* Goal of the exercise
Lines in which "Carlos" appears should be pulled from the data below.

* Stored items
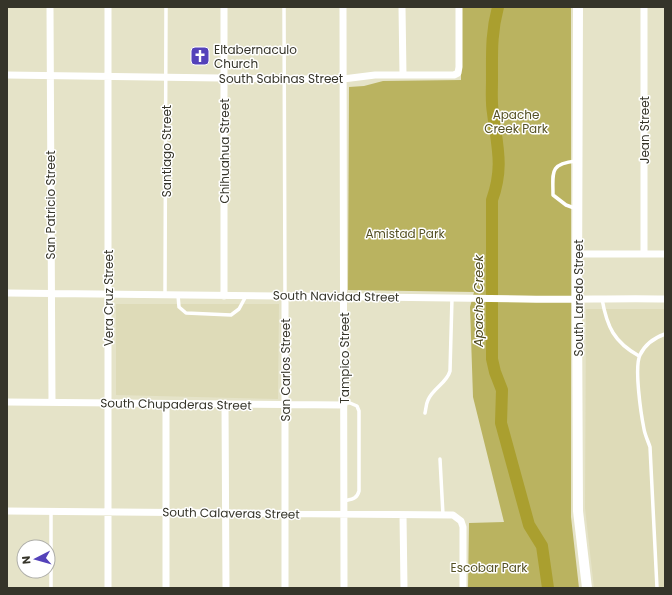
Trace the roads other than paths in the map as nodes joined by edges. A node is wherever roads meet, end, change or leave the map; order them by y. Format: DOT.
graph roads {
  1 [pos="50,7"];
  2 [pos="108,7"];
  3 [pos="166,7"];
  4 [pos="224,7"];
  5 [pos="284,7"];
  6 [pos="343,7"];
  7 [pos="402,7"];
  8 [pos="459,7"];
  9 [pos="578,7"];
  10 [pos="644,7"];
  11 [pos="7,74"];
  12 [pos="49,75"];
  13 [pos="403,75"];
  14 [pos="108,76"];
  15 [pos="166,76"];
  16 [pos="224,79"];
  17 [pos="284,79"];
  18 [pos="343,79"];
  19 [pos="578,161"];
  20 [pos="578,209"];
  21 [pos="578,254"];
  22 [pos="644,254"];
  23 [pos="665,254"];
  24 [pos="7,292"];
  25 [pos="51,293"];
  26 [pos="108,293"];
  27 [pos="165,295"];
  28 [pos="178,295"];
  29 [pos="224,296"];
  30 [pos="246,296"];
  31 [pos="285,296"];
  32 [pos="344,296"];
  33 [pos="452,298"];
  34 [pos="602,298"];
  35 [pos="577,299"];
  36 [pos="665,299"];
  37 [pos="665,334"];
  38 [pos="639,356"];
  39 [pos="7,402"];
  40 [pos="52,402"];
  41 [pos="108,403"];
  42 [pos="166,404"];
  43 [pos="225,404"];
  44 [pos="344,404"];
  45 [pos="285,405"];
  46 [pos="425,413"];
  47 [pos="440,459"];
  48 [pos="344,501"];
  49 [pos="7,511"];
  50 [pos="51,512"];
  51 [pos="108,512"];
  52 [pos="166,513"];
  53 [pos="226,513"];
  54 [pos="286,514"];
  55 [pos="344,515"];
  56 [pos="403,515"];
  57 [pos="443,515"];
  58 [pos="51,588"];
  59 [pos="108,588"];
  60 [pos="166,588"];
  61 [pos="226,588"];
  62 [pos="285,588"];
  63 [pos="344,588"];
  64 [pos="404,588"];
  65 [pos="463,588"];
  66 [pos="587,588"];
  67 [pos="657,588"];
  1 -- 12 [label="street, San Patricio Street"];
  2 -- 14 [label="street, Vera Cruz Street"];
  3 -- 15 [label="lane, Santiago Street"];
  4 -- 16 [label="street, Chihuahua Street"];
  5 -- 17 [label="lane, San Carlos Street"];
  6 -- 18 [label="street, Tampico Street"];
  7 -- 13 [label="street"];
  8 -- 13 [label="street, South Sabinas Street"];
  9 -- 19 [label="main road, South Laredo Street"];
  10 -- 22 [label="street, Jean Street"];
  11 -- 12 [label="street, South Sabinas Street"];
  12 -- 14 [label="street, South Sabinas Street"];
  12 -- 25 [label="street, San Patricio Street"];
  13 -- 18 [label="street, South Sabinas Street"];
  14 -- 15 [label="street, South Sabinas Street"];
  14 -- 26 [label="street, Vera Cruz Street"];
  15 -- 16 [label="street, South Sabinas Street"];
  15 -- 27 [label="lane, Santiago Street"];
  16 -- 17 [label="street, South Sabinas Street"];
  16 -- 29 [label="street, Chihuahua Street"];
  17 -- 18 [label="street, South Sabinas Street"];
  17 -- 31 [label="lane, San Carlos Street"];
  18 -- 32 [label="street, Tampico Street"];
  19 -- 20 [label="main road, South Laredo Street"];
  19 -- 20 [label="lane"];
  20 -- 21 [label="main road, South Laredo Street"];
  21 -- 22 [label="street"];
  21 -- 35 [label="main road, South Laredo Street"];
  22 -- 23 [label="street"];
  24 -- 25 [label="street, South Navidad Street"];
  25 -- 26 [label="street, South Navidad Street"];
  25 -- 40 [label="street, San Patricio Street"];
  26 -- 27 [label="street, South Navidad Street"];
  26 -- 41 [label="street, Vera Cruz Street"];
  27 -- 28 [label="street, South Navidad Street"];
  28 -- 29 [label="street, South Navidad Street"];
  28 -- 30 [label="lane"];
  29 -- 30 [label="street, South Navidad Street"];
  30 -- 31 [label="street, South Navidad Street"];
  31 -- 32 [label="street, South Navidad Street"];
  31 -- 45 [label="street, San Carlos Street"];
  32 -- 33 [label="street, South Navidad Street"];
  32 -- 44 [label="street, Tampico Street"];
  33 -- 35 [label="street, South Navidad Street"];
  33 -- 46 [label="lane"];
  34 -- 35 [label="street, South Navidad Street"];
  34 -- 36 [label="street, South Navidad Street"];
  34 -- 38 [label="lane"];
  35 -- 66 [label="main road, South Laredo Street"];
  37 -- 38 [label="lane"];
  38 -- 67 [label="lane"];
  39 -- 40 [label="street, South Chupaderas Street"];
  40 -- 41 [label="street, South Chupaderas Street"];
  41 -- 42 [label="street, South Chupaderas Street"];
  41 -- 51 [label="street, Vera Cruz Street"];
  42 -- 43 [label="street, South Chupaderas Street"];
  42 -- 52 [label="street"];
  43 -- 45 [label="street, South Chupaderas Street"];
  43 -- 53 [label="street"];
  44 -- 45 [label="street, South Chupaderas Street"];
  44 -- 48 [label="street, Tampico Street"];
  44 -- 48 [label="lane"];
  45 -- 54 [label="street, San Carlos Street"];
  47 -- 57 [label="lane"];
  48 -- 55 [label="street, Tampico Street"];
  49 -- 50 [label="street, South Calaveras Street"];
  50 -- 51 [label="street, South Calaveras Street"];
  50 -- 58 [label="lane"];
  51 -- 52 [label="street, South Calaveras Street"];
  51 -- 59 [label="street, Vera Cruz Street"];
  52 -- 53 [label="street, South Calaveras Street"];
  52 -- 60 [label="street"];
  53 -- 54 [label="street, South Calaveras Street"];
  53 -- 61 [label="street"];
  54 -- 55 [label="street, South Calaveras Street"];
  54 -- 62 [label="street, San Carlos Street"];
  55 -- 56 [label="street, South Calaveras Street"];
  55 -- 63 [label="street, Tampico Street"];
  56 -- 57 [label="street, South Calaveras Street"];
  56 -- 64 [label="street"];
  57 -- 65 [label="street, South Calaveras Street"];
}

* Written answer
  5 -- 17 [label="lane, San Carlos Street"];
  17 -- 31 [label="lane, San Carlos Street"];
  31 -- 45 [label="street, San Carlos Street"];
  45 -- 54 [label="street, San Carlos Street"];
  54 -- 62 [label="street, San Carlos Street"];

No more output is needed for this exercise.